Founded in 1974, Tri-Mack Plastics Manufacturing Corp. (Bristol, RI) first supplied machined PTFE-based components, such as bushings and piston rings, to the aerospace industry. Driven by customer requirements, the company expanded into other high-temperature thermoplastics. By 1980, the company added its first injection molding machines as well as moldmaking equipment.

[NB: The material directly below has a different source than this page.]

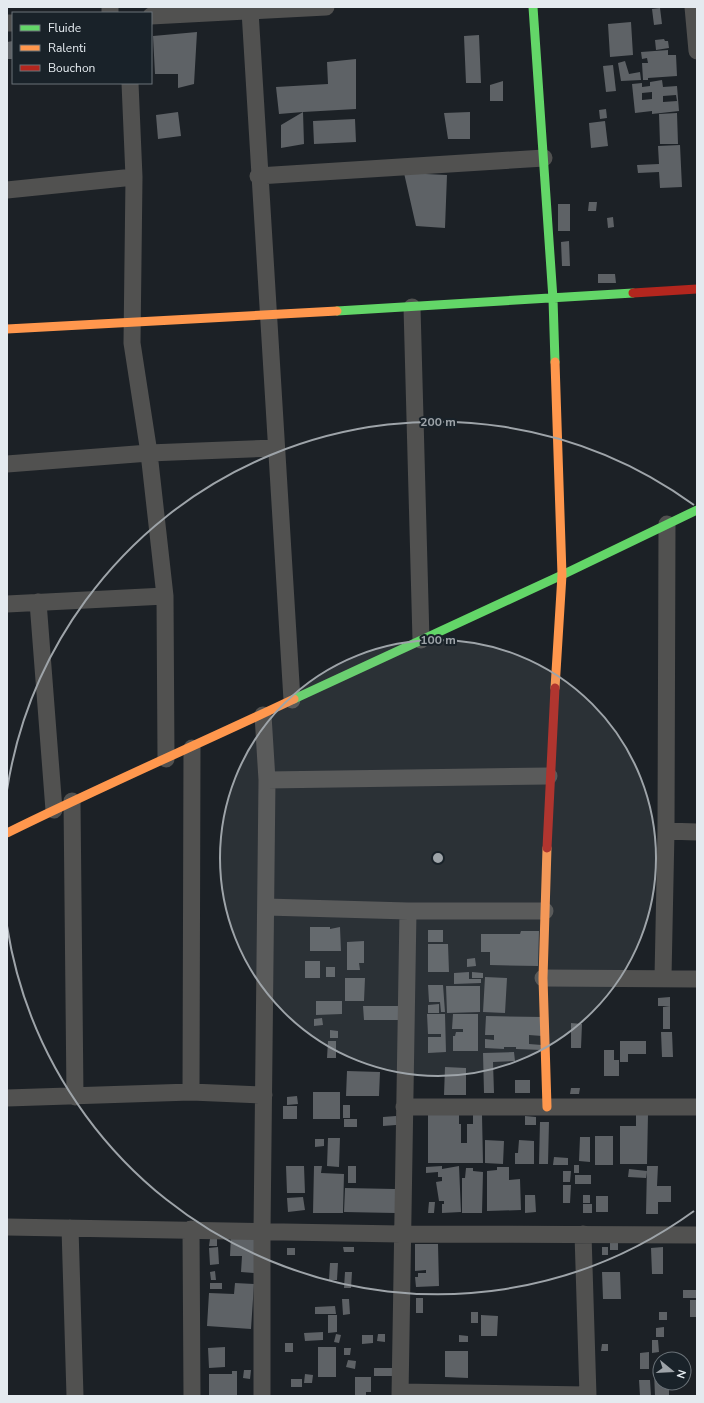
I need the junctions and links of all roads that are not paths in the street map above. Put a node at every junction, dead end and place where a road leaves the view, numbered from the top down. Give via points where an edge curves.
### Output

Today, the company has evolved into manufacturing high-performance components and assemblies. In addition to toolmaking and injection molding, the company has a broad range of capabilities—including precision CNC machining, bonding and assembly, and engineering services. “Tri-Mack specializes in the high-temperature and highly-filled thermoplastics, such as PEEK, Torlon, Ultem, Ryton, Amodel and Nylon,” notes Rob Matrone, Director of Engineering for Tri-Mack. “More than just a molder, we partner with our customers to solve problems.”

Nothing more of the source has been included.